Which of the lines below hold "scale"? Please return each one.

_Available records_:
-*-*-
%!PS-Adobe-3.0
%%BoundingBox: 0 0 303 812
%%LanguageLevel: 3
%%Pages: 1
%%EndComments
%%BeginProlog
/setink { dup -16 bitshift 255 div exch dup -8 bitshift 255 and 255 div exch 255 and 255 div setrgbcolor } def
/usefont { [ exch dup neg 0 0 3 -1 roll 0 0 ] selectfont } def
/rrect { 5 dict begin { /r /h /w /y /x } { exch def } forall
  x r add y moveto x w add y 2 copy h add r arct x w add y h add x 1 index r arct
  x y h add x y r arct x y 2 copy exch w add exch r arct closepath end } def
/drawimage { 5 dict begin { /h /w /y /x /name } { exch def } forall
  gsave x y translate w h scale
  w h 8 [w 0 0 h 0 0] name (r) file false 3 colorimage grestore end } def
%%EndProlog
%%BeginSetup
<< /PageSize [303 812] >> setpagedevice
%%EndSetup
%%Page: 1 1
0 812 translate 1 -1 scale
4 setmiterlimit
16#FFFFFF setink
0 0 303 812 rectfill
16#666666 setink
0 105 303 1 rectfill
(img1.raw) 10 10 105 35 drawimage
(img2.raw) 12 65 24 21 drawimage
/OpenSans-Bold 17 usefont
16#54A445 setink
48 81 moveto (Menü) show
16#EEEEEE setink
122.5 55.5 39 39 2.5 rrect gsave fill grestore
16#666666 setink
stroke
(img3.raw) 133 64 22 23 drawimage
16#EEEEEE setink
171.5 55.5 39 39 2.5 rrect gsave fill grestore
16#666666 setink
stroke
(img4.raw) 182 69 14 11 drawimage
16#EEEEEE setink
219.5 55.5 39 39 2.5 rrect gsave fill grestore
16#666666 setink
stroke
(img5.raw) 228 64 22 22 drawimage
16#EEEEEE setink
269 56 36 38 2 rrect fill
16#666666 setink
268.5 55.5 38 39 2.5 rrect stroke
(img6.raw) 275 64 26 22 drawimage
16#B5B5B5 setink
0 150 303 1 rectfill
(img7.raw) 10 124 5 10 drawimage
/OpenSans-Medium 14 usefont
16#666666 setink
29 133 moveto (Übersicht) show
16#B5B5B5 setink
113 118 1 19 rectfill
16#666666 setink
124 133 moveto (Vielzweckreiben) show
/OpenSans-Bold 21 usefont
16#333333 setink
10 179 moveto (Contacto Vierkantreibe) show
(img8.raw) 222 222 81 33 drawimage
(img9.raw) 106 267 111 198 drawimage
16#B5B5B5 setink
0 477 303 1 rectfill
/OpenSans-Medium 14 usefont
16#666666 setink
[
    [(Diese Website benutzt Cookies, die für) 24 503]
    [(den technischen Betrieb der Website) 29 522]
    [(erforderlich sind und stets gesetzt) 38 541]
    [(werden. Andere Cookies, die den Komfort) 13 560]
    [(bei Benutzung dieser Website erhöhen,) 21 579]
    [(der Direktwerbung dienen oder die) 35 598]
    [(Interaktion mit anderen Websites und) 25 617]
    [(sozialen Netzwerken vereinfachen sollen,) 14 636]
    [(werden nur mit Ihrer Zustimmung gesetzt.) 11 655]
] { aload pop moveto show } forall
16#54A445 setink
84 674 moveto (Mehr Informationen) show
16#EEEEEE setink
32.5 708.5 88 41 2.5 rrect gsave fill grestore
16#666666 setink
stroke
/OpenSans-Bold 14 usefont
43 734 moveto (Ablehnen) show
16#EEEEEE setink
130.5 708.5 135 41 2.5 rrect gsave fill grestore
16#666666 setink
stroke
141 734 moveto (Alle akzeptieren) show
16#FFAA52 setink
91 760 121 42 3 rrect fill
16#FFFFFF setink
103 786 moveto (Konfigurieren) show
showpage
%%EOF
-*-*-
_Result of this task_:
  gsave x y translate w h scale
0 812 translate 1 -1 scale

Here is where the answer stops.